For part b, I located the general solution in cylindrical coordinates, which is
\Phi(r,\phi,z)=\sum_{n=0}^{\infty}\left(A_nJ_n(kr)+B_nN_n(kr)\right)\left(C_nsin(n\phi)+D_ncos(n\phi)\right)\left(E_nsinh(kz)+F_ncosh(kz)\right)

Mathematically, the boundary conditions are represented as
\Phi(r\leq R,\phi,z=0)=0, \Phi(r=R,\phi,0<z<h)=0, \Phi(r,\phi,z=h)=\Phi_0(r,\phi)

I'm not exactly sure how to apply the boundary conditions in this problem, as I've never encountered the Bessel functions before, which appear in the radial part of the solution. I think the boundary condition at z=0 implies C_n=0, n\geq 0, D_n=0, n\geq 1 since the potential is zero for all angles, so then
\Phi(r,\phi,z)=\left(A_1J_1(kr)+B_1N_1(kr)\right)\left(D_1F_1cosh(kz)\right)

I'm not sure if this step is right, so how would I proceed from here?

 

[gabbagabbahey]

\Phi(r,\theta)=\frac{\Phi_0R^2}{r^2}cos\theta

I put this expression back into the Laplace equation and got zero, and it satisfies the boundary condition, so I believe must be the correct solution. The only piece I'm not sure of is using the fact that the potential is zero at infinity.

This is fine for the potential outside the sphere.What about the potential inside?

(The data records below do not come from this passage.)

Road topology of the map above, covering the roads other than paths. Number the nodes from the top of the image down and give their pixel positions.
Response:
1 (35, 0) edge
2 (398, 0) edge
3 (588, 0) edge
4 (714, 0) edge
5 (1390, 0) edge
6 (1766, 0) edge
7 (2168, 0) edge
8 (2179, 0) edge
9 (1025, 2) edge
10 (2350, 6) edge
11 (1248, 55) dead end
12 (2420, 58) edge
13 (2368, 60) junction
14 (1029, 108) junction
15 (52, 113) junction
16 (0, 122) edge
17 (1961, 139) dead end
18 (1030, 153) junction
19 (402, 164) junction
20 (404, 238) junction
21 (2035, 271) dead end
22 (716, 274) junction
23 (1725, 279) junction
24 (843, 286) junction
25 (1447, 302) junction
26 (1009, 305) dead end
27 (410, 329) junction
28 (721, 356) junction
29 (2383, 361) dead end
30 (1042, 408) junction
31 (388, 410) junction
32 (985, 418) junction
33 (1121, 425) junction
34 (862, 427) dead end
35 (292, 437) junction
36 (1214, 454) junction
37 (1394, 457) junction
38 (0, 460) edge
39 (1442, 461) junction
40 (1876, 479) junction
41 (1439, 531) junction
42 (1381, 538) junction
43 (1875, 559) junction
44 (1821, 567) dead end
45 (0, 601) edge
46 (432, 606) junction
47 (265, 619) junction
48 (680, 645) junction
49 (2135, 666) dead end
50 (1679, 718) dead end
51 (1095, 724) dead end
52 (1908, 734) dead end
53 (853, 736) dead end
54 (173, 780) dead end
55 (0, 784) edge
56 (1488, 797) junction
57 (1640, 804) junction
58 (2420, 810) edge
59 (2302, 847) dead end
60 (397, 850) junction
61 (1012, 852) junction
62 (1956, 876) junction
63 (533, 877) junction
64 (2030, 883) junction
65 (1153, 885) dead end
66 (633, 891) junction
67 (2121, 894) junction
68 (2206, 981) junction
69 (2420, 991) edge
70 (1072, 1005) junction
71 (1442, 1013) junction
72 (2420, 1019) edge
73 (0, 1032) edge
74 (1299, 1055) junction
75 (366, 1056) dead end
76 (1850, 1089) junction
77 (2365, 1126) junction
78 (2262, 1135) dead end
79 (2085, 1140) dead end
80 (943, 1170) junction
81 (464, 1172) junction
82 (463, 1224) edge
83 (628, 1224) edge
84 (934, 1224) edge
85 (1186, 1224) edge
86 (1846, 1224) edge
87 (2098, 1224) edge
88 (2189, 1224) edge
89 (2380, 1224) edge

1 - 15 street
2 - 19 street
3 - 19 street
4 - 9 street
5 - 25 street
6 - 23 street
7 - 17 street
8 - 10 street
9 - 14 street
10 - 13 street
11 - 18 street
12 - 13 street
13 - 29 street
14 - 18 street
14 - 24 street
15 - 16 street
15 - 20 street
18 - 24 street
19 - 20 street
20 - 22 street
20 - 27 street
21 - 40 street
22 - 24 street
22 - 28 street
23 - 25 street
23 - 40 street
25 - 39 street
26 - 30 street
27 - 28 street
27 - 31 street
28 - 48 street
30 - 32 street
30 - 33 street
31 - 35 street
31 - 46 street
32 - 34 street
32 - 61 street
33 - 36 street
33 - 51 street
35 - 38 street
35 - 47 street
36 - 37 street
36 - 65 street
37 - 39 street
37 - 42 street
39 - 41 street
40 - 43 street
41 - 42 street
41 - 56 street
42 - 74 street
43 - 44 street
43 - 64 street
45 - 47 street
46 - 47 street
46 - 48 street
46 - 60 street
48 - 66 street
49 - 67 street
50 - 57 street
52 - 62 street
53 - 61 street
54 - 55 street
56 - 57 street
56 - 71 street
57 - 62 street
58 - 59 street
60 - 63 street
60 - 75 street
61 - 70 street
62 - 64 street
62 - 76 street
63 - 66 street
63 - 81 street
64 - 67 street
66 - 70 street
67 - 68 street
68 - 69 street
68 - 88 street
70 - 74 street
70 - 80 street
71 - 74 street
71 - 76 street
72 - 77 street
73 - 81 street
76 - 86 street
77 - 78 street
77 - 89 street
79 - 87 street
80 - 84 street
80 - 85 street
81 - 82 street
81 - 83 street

For part b, I located the general solution in cylindrical coordinates, which is
\Phi(r,\phi,z)=\sum_{n=0}^{\infty}\left(A_nJ_n(kr)+B_nN_n(kr)\right)\left(C_nsin(n\phi)+D_ncos(n\phi)\right)\left(E_nsinh(kz)+F_ncosh(kz)\right)

Mathematically, the boundary conditions are represented as
\Phi(r\leq R,\phi,z=0)=0, \Phi(r=R,\phi,0<z<h)=0, \Phi(r,\phi,z=h)=\Phi_0(r,\phi)

You also require that \Phi be finite everywhere, including at r=0...what does that tell you about B_n?

I'm not exactly sure how to apply the boundary conditions in this problem, as I've never encountered the Bessel functions before, which appear in the radial part of the solution. I think the boundary condition at z=0 implies C_n=0, n\geq 0, D_n=0, n\geq 1 since the potential is zero for all angles, so then
\Phi(r,\phi,z)=\left(A_1J_1(kr)+B_1N_1(kr)\right)\left(D_1F_1cosh(kz)\right)

I'm not sure why you think this...plugging z=0 into your expression does not give \Phi=0 for all 0\leq r\leq R except for the trivial case A_1=B_1=0.

Instead, plug z=0 into your general solution and you should realize that F_n=0 is the only way the potential will be zero for all \phi and all 0\leq r\leq R.